[DATA FOR ANALYSIS Boundary: Start]

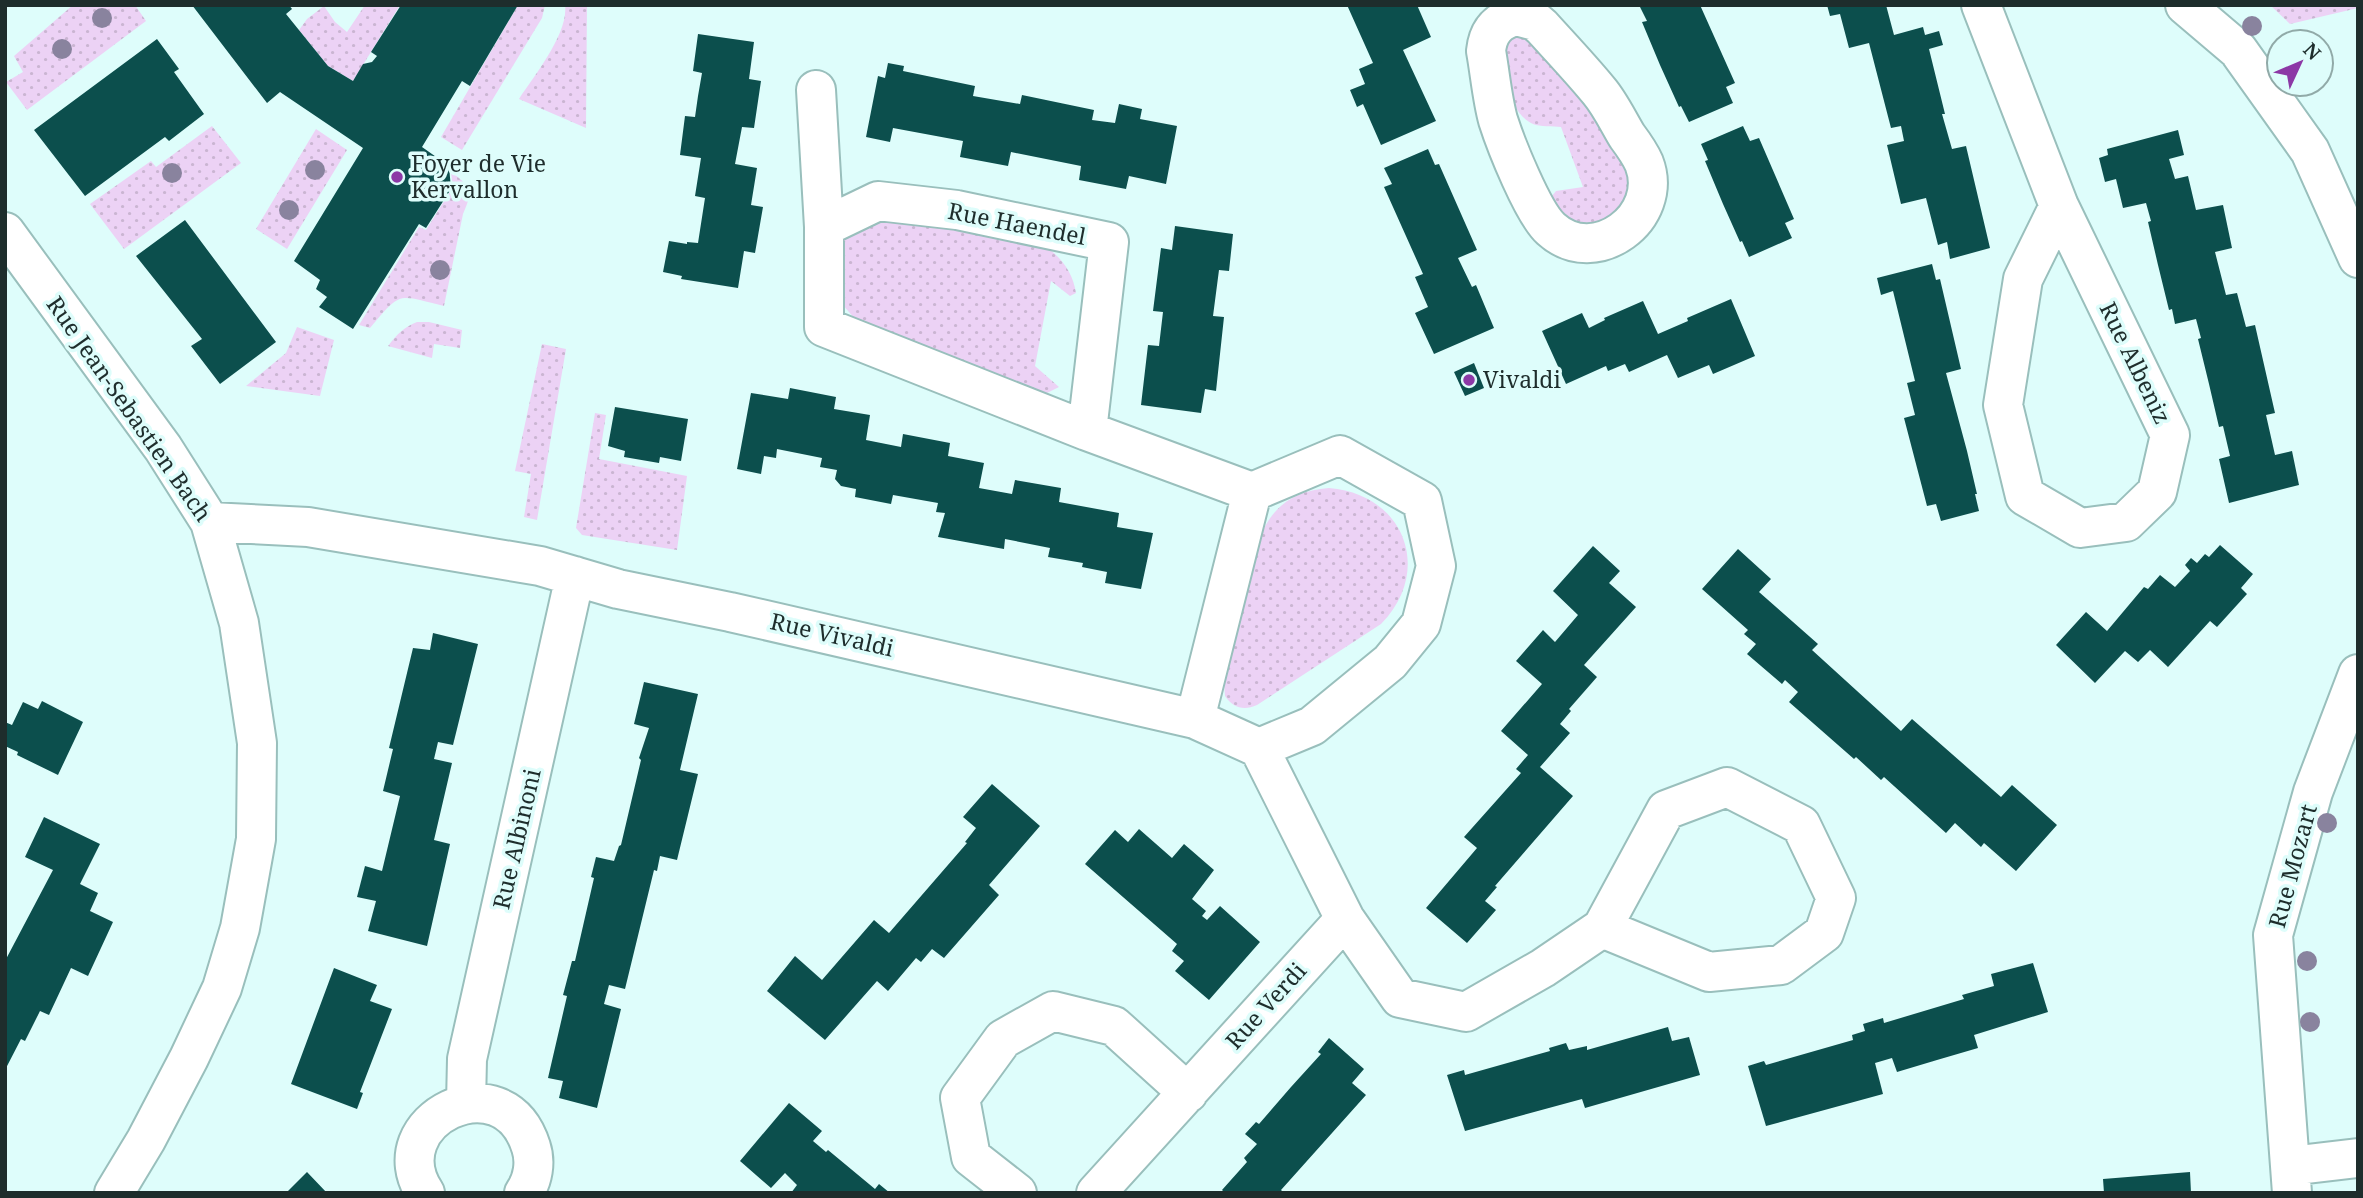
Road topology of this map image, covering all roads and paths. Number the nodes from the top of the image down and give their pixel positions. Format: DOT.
graph roads {
  1 [pos="1981,5"];
  2 [pos="2185,5"];
  3 [pos="1504,12"];
  4 [pos="816,90"];
  5 [pos="2059,206"];
  6 [pos="824,227"];
  7 [pos="5,232"];
  8 [pos="2358,258"];
  9 [pos="1087,431"];
  10 [pos="1252,492"];
  11 [pos="210,522"];
  12 [pos="575,576"];
  13 [pos="2358,674"];
  14 [pos="1195,719"];
  15 [pos="1259,748"];
  16 [pos="1345,919"];
  17 [pos="1602,928"];
  18 [pos="1188,1093"];
  19 [pos="466,1102"];
  20 [pos="2358,1158"];
  21 [pos="2291,1179"];
  22 [pos="114,1193"];
  23 [pos="425,1193"];
  24 [pos="524,1193"];
  25 [pos="1017,1193"];
  26 [pos="1096,1193"];
  1 -- 5 [label="street, Rue Albeniz"];
  2 -- 8 [label="street"];
  3 -- 3 [label="street"];
  4 -- 6 [label="street"];
  5 -- 5 [label="street, Rue Albeniz"];
  6 -- 9 [label="street"];
  6 -- 9 [label="street, Rue Haendel"];
  7 -- 11 [label="street, Rue Jean-Sebastien Bach"];
  9 -- 10 [label="street"];
  10 -- 14 [label="street"];
  10 -- 15 [label="street"];
  11 -- 12 [label="street, Rue Vivaldi"];
  11 -- 22 [label="street, Rue Jean-Sebastien Bach"];
  12 -- 14 [label="street, Rue Vivaldi"];
  12 -- 19 [label="street, Rue Albinoni"];
  13 -- 21 [label="street, Rue Mozart"];
  14 -- 15 [label="street, Rue Vivaldi"];
  15 -- 16 [label="street"];
  16 -- 17 [label="street"];
  16 -- 18 [label="street, Rue Verdi"];
  17 -- 17 [label="street"];
  18 -- 25 [label="street"];
  18 -- 26 [label="street, Rue Verdi"];
  19 -- 23 [label="street"];
  19 -- 24 [label="street"];
  20 -- 21 [label="street"];
}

[DATA FOR ANALYSIS Boundary: End]

# TASK DESCRIPTION
Would you restate the records above word for word and exclude the pictures?

# RESPONSE TO THIS EXERCISE
Road topology of this map image, covering all roads and paths. Number the nodes from the top of the image down and give their pixel positions. Format: DOT.
graph roads {
  1 [pos="1981,5"];
  2 [pos="2185,5"];
  3 [pos="1504,12"];
  4 [pos="816,90"];
  5 [pos="2059,206"];
  6 [pos="824,227"];
  7 [pos="5,232"];
  8 [pos="2358,258"];
  9 [pos="1087,431"];
  10 [pos="1252,492"];
  11 [pos="210,522"];
  12 [pos="575,576"];
  13 [pos="2358,674"];
  14 [pos="1195,719"];
  15 [pos="1259,748"];
  16 [pos="1345,919"];
  17 [pos="1602,928"];
  18 [pos="1188,1093"];
  19 [pos="466,1102"];
  20 [pos="2358,1158"];
  21 [pos="2291,1179"];
  22 [pos="114,1193"];
  23 [pos="425,1193"];
  24 [pos="524,1193"];
  25 [pos="1017,1193"];
  26 [pos="1096,1193"];
  1 -- 5 [label="street, Rue Albeniz"];
  2 -- 8 [label="street"];
  3 -- 3 [label="street"];
  4 -- 6 [label="street"];
  5 -- 5 [label="street, Rue Albeniz"];
  6 -- 9 [label="street"];
  6 -- 9 [label="street, Rue Haendel"];
  7 -- 11 [label="street, Rue Jean-Sebastien Bach"];
  9 -- 10 [label="street"];
  10 -- 14 [label="street"];
  10 -- 15 [label="street"];
  11 -- 12 [label="street, Rue Vivaldi"];
  11 -- 22 [label="street, Rue Jean-Sebastien Bach"];
  12 -- 14 [label="street, Rue Vivaldi"];
  12 -- 19 [label="street, Rue Albinoni"];
  13 -- 21 [label="street, Rue Mozart"];
  14 -- 15 [label="street, Rue Vivaldi"];
  15 -- 16 [label="street"];
  16 -- 17 [label="street"];
  16 -- 18 [label="street, Rue Verdi"];
  17 -- 17 [label="street"];
  18 -- 25 [label="street"];
  18 -- 26 [label="street, Rue Verdi"];
  19 -- 23 [label="street"];
  19 -- 24 [label="street"];
  20 -- 21 [label="street"];
}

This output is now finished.